Northern News Services
Monday, March 6, 2017

SOMBA K'E/YELLOWKNIFE
Historian Louie Kamookak, whose research was crucial to the discovery of the HMS Erebus in 2014, artist and filmmaker Ellen Hamilton, who helped found the Qaggiavuut Society, and entrepreneur and former Kugluktuk mayor and MLA Red Pedersen joined the Order of Nunavut Feb. 28.

NNSL photo/graphic

The Order of Nunavut for 2016 was presented during a ceremony at the Legislative Assembly on Feb. 28. From left are Louie Kamookak, Nellie Kusugak, Ellen Hamilton, Red Pedersen and George Qulaut. - Beth Brown/NNSL photo

Nunavut Commissioner Nellie Kusugak presented each member with a medal before a certificate-signing ceremony.

Each recipient gave a brief speech, with a common theme of looking towards the future by teaching the youth about their past.

"We as Nunavummiut must work to continue to pass on the knowledge and the culture of our elders to the younger generation," said Kamookak.

He thanked Parks Canada in his speech for their efforts to follow Inuit oral history when searching for the lost Franklin ships, and stressed that oral tradition should be trusted alongside science and technology.

Ellen Hamilton told the audience that it is Northerners' knowledge of their own home that will bring stability to the region.

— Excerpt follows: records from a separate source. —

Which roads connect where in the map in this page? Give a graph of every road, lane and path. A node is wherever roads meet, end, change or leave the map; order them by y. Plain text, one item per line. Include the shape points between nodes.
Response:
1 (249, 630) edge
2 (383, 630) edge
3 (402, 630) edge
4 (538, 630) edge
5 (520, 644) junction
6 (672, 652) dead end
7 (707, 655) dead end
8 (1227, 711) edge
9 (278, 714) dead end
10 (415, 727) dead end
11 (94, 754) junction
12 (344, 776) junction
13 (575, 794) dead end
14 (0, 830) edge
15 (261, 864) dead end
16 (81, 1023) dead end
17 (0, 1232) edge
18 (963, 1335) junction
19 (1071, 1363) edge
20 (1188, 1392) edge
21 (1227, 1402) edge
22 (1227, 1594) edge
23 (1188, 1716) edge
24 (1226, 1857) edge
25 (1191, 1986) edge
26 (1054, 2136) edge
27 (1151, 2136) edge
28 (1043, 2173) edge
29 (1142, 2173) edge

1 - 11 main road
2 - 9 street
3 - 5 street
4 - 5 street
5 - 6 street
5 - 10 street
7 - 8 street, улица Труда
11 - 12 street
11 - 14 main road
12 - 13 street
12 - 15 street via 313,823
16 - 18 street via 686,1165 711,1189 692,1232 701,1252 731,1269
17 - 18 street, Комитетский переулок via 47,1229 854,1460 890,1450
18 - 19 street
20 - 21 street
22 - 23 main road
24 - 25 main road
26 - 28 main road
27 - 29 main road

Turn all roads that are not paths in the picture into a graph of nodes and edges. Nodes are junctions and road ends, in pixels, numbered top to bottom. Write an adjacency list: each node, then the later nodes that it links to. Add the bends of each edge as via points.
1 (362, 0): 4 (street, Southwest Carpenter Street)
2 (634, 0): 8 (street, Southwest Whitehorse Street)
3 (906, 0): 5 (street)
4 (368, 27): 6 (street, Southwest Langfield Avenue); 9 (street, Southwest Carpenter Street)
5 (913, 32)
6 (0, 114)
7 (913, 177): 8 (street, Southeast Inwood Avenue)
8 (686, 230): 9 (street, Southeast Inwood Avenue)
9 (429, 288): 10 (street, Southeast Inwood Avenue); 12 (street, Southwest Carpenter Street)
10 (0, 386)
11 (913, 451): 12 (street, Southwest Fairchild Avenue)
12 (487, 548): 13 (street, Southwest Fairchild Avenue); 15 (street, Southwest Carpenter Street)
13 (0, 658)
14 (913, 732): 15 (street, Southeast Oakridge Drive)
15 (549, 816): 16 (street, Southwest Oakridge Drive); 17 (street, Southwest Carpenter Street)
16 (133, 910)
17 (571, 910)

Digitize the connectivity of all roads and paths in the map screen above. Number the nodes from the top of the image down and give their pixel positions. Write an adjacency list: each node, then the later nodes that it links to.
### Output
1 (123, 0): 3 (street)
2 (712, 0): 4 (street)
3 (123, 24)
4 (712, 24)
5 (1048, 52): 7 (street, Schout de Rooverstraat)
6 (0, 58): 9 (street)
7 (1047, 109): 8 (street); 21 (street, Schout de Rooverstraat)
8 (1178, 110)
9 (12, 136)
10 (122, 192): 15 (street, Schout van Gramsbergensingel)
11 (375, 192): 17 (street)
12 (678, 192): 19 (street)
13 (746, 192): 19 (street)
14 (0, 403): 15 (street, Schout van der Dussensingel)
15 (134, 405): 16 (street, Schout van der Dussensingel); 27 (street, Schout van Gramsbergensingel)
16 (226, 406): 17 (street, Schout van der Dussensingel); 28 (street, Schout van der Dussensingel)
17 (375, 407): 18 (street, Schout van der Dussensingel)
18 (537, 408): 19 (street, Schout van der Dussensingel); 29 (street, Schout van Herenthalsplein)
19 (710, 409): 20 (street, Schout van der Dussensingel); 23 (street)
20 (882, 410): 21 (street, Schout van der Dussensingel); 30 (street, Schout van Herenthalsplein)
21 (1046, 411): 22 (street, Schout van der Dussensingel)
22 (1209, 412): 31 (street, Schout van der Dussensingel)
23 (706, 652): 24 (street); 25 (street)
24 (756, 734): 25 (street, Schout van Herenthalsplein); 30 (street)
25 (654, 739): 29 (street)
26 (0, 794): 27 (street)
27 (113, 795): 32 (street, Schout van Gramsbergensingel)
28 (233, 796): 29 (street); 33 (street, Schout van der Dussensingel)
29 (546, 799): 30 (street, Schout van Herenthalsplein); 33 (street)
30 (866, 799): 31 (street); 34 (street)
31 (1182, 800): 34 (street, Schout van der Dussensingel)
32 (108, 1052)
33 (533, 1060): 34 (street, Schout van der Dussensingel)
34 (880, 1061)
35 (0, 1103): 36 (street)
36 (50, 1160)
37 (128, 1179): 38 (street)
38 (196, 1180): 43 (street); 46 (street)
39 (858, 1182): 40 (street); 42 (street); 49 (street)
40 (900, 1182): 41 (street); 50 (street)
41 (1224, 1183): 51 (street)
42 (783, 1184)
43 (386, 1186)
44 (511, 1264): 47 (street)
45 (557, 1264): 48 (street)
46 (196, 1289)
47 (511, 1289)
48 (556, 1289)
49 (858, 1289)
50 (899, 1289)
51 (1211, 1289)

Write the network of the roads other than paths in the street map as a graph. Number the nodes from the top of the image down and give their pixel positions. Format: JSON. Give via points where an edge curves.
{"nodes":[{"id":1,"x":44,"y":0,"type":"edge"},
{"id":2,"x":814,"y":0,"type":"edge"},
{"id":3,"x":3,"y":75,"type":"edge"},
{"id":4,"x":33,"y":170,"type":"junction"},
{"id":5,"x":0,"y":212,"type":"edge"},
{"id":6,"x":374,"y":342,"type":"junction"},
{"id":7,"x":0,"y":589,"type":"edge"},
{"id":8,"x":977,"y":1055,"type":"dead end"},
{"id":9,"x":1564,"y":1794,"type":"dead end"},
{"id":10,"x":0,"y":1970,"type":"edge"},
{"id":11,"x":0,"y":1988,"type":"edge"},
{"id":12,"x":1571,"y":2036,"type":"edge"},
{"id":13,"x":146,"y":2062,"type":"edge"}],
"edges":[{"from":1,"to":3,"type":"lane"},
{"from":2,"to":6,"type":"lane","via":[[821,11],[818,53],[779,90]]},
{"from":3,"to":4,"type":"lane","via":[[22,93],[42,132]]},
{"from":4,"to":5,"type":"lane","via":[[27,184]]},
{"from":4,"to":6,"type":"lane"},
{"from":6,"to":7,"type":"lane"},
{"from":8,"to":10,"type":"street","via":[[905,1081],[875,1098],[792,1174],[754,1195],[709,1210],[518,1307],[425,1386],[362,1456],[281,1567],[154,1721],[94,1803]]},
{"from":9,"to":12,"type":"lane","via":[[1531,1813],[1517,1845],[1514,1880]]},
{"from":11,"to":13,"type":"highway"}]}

"The south doesn't have any answers for the North. We have the answers, the people who've lived here all their lives are the only ones with the answers, with the wisdom," she said. "We have people here who are masters and they come up with the best practice for wellness in our communities."

For Hamilton, this means listening to elders.

"If there was anything I ever did that was helpful in any of the projects I ran, it was because I tried to insert something that I had learned from the elders."

These projects ranged from opening a daycare to founding a theater company and working with Inuit men in correctional centres.

She said many of these elders are now gone, but their grandchildren are still here.

"This is our greatest resource- it's not the minerals in the rock or the oil under the sea - it is our youth."

The third recipient, Red Pedersen showed his desire to support the younger generation by bringing along the youngest member of his family, his 38th grandchild Ivy, who was sleeping in her mother's arms when Pedersen received the prestigious medal.

"She is a nod to the future," he said of the baby.

He thanked members present for the honour and noted having been colleagues with parents of current members of the assembly.

"Anytime you are recognized by your peers, that is the greatest honour you can get," he said.

Members of the Order of Nunavut become so for life and the initials ONU can be placed following their names.

The ceremony was televised on community stations across the territory.